=== Task to carry out ===
Each line that contains "data" needs to be copied from the listing.

=== Records shown ===
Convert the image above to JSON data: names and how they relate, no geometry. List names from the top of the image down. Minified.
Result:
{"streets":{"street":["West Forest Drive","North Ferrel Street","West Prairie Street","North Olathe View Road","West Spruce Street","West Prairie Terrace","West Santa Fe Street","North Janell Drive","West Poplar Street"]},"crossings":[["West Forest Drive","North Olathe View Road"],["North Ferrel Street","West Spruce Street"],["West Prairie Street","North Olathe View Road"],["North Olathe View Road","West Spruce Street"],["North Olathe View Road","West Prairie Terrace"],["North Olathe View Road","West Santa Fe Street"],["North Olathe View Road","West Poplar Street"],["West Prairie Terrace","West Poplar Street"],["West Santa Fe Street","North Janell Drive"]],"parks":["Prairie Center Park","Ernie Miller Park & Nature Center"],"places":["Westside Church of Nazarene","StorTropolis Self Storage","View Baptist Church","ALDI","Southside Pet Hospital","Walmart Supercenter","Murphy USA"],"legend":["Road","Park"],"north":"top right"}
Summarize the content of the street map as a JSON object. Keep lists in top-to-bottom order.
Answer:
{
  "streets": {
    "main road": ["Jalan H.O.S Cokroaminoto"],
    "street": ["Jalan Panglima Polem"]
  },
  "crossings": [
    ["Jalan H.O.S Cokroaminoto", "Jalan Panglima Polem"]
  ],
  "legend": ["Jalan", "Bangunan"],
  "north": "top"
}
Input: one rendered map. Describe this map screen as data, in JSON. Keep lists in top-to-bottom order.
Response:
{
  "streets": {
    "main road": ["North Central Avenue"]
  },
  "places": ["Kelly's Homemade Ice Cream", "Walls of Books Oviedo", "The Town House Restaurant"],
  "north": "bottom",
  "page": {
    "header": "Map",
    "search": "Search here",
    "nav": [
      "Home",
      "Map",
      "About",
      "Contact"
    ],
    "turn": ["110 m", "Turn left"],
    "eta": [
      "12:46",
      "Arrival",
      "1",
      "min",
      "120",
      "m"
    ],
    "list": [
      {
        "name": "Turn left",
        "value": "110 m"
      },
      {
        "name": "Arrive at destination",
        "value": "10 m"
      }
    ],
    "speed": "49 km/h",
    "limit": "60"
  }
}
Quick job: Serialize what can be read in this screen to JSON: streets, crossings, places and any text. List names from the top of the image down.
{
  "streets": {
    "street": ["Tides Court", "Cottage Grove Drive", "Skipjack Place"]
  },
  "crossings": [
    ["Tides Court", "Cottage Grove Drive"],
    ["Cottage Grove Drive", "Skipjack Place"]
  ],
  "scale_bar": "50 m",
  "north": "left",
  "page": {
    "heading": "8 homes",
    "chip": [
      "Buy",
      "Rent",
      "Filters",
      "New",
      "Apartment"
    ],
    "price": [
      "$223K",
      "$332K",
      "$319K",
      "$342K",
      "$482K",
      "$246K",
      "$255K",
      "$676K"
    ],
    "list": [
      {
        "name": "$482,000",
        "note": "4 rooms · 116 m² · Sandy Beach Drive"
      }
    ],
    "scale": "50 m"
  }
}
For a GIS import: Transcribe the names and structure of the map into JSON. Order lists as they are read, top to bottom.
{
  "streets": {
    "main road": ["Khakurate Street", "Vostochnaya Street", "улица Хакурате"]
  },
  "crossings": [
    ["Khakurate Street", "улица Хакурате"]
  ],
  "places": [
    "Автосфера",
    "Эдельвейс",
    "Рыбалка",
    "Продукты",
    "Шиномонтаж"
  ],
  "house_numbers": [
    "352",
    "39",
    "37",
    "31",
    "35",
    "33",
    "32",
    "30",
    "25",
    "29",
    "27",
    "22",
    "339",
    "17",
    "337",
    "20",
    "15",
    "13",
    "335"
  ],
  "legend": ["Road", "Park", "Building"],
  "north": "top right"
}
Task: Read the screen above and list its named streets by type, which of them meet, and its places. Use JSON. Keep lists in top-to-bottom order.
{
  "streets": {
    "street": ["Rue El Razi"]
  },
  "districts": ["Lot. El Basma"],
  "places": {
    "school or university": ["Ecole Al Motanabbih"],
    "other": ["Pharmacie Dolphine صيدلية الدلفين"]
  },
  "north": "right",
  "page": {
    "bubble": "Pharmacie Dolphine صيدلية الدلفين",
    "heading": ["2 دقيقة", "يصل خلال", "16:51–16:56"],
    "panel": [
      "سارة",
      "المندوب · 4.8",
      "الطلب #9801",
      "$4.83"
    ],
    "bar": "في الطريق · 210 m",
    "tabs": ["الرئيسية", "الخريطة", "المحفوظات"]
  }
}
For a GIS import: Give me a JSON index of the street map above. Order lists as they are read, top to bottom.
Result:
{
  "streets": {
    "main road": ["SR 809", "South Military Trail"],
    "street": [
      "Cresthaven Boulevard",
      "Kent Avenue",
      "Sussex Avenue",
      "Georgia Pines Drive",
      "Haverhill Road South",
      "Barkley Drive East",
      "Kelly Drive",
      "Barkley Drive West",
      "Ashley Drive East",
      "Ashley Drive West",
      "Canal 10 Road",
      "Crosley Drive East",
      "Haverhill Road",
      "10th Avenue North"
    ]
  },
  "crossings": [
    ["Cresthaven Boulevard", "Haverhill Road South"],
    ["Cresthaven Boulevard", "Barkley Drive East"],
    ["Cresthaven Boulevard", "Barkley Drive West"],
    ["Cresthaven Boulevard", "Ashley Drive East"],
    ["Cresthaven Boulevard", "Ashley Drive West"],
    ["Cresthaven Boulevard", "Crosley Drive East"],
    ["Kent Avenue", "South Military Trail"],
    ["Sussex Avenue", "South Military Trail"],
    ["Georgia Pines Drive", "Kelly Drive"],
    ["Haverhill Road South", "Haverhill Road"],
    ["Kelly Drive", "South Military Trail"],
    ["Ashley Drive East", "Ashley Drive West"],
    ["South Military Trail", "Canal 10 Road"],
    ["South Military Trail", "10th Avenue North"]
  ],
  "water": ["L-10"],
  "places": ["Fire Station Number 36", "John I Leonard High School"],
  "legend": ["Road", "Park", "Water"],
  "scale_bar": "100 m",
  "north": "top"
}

=== Response below ===
Convert the image above to JSON data: names and how they relate, no geometry. List names from the top of the image down. Minified.
Input: one rendered map. Describe this map screen as data, in JSON. Keep lists in top-to-bottom order.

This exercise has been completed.